Pender and Izzo picked their way to the back of the bus, where the boy had carpeted the grimy, rust-pocked, ribbed metal floor with a fragment of Oriental rug, and fashioned a crude tent by hanging Indian bedspreads from the ceiling. A glass ashtray was filled with cigarette butts, and there was a well-worn copy of
The Catcher in the Rye
on the rug, next to a black plastic film canister and a pack of rolling papers. Pender opened the little film can, shook a manicured green bud onto his palm. “Sinsemilla,” he said. “No seeds. Ten times as strong as the old Mexican reefer—or so they say,” he added quickly.
Izzo brushed a cobweb from the shoulder of his jacket and sniffed the air disapprovingly. “C’mon, let’s get out of here before the smell starts to cling—I just had this suit dry-cleaned.”
Pender followed Izzo back up the aisle and down the rubber-matted steps, feeling more than a little creeped out and claustrophobic himself.
“Excuse me, are you done in there?” The deputy who’d lost his lunch and found Tape 4 was waiting outside the bus, along with an eleven-year-old female officer—that’s how old she looked to Pender, anyway. “The sheriff wants us to toss the bus as soon as you’re finished.”
“Toss away,” said Izzo.
“And while you’re searching,” added Pender, “if you turn up anything that might give us a hint as to where the kid’s heading, an address book, something like that, let me know right away.”
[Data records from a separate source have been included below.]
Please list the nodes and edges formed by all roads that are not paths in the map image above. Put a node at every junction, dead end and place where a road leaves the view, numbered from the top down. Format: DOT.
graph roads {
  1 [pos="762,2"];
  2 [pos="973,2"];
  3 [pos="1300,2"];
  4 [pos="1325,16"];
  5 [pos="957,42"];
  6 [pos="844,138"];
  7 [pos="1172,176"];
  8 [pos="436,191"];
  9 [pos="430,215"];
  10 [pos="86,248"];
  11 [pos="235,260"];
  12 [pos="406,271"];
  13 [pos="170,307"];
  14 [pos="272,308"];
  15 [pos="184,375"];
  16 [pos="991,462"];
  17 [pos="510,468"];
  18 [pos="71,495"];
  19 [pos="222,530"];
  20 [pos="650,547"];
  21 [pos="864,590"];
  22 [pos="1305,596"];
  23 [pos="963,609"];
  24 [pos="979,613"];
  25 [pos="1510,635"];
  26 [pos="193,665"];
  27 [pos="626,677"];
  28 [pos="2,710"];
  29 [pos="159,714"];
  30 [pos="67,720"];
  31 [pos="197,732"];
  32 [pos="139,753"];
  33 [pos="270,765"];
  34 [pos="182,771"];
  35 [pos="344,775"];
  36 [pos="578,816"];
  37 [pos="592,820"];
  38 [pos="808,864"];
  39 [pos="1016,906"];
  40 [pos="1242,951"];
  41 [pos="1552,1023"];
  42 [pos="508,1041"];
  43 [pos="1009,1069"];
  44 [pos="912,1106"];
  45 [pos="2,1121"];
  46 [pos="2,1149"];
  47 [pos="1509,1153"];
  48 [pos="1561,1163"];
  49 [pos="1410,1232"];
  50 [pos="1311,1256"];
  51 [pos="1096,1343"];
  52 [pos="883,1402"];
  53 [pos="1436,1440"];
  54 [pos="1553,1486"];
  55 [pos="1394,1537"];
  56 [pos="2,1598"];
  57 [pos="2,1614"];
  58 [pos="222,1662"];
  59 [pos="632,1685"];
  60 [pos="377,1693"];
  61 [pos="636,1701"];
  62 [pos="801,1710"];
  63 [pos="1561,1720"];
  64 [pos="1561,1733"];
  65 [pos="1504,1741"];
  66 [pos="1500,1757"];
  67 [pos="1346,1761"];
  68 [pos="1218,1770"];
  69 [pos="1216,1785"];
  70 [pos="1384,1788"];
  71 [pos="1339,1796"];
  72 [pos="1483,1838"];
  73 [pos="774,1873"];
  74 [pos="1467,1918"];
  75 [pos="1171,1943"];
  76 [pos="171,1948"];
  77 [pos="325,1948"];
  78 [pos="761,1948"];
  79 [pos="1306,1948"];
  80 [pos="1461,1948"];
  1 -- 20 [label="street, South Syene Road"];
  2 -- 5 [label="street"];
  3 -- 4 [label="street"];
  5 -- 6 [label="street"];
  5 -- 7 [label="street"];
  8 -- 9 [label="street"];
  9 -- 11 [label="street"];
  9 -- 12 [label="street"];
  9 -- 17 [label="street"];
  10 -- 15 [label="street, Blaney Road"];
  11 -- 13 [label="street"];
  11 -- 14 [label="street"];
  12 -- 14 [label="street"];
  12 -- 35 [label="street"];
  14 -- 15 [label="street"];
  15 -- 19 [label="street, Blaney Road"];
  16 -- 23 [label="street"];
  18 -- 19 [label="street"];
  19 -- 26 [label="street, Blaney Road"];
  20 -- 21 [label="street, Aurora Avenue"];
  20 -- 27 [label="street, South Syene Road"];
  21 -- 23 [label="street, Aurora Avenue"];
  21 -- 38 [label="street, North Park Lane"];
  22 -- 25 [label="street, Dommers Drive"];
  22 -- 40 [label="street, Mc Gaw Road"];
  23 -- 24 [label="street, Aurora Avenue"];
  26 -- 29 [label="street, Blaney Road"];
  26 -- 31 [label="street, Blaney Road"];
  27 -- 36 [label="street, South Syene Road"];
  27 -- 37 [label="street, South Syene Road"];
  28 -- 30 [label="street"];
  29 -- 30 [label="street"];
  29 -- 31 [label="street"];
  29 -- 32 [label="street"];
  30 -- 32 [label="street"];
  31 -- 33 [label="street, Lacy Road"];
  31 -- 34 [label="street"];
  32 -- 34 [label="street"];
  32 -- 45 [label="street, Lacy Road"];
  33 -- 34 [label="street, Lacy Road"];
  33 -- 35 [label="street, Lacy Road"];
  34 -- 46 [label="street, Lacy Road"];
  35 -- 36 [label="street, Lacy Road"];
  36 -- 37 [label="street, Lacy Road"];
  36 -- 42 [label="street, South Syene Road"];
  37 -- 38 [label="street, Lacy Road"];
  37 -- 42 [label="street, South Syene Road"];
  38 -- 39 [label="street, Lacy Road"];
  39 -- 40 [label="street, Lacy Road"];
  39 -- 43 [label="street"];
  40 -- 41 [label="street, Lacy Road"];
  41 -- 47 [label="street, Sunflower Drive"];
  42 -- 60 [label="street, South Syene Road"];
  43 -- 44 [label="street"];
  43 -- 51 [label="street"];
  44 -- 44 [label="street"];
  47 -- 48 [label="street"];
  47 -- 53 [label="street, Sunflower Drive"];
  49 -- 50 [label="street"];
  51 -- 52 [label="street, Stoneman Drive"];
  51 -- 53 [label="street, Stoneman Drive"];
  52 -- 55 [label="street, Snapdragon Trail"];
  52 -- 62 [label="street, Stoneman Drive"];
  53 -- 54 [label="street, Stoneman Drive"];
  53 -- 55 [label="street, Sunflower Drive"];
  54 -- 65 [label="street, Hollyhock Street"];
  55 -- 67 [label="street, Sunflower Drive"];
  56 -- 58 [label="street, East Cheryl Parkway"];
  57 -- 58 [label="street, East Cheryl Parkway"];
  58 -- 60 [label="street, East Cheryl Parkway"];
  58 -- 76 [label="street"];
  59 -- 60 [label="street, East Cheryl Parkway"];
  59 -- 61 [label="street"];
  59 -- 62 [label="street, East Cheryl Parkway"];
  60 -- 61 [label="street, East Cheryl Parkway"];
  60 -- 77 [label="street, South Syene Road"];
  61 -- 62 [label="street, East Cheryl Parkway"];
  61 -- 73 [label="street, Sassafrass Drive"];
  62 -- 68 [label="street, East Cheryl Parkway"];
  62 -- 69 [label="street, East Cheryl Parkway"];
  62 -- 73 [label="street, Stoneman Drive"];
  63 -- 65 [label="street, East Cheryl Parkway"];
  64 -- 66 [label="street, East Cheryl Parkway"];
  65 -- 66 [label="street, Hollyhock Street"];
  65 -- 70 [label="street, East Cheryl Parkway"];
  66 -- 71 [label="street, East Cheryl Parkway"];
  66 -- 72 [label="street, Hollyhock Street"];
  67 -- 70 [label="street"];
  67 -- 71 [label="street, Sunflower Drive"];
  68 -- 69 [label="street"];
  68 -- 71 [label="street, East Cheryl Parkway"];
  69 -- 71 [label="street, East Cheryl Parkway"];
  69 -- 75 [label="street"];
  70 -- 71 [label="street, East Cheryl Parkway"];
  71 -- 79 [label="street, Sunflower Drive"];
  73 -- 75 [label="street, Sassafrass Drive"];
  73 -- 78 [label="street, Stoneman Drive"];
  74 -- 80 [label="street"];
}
Meanwhile, out behind Big Luke’s trailer, the cadaver dog, a lugubrious-looking bloodhound named Beano, had planted himself on his haunches in the middle of the tomato patch and let out a bloodcurdling howl that echoed across the summer-gold hillside. By the time Pender and Izzo arrived, the deputies had pulled up the staked plants, roots and all, and begun to dig in earnest, their spades biting into the sun-baked earth with a meaty-sounding
ch-chunk, ch-chunk.
From the pile of discarded plants, Pender selected a dusty, ripe-red, sun-warmed beefsteak tomato the size of a softball and was looking around for a hose or a spigot with which to rinse it off when one of the deputies’ spades struck something hard.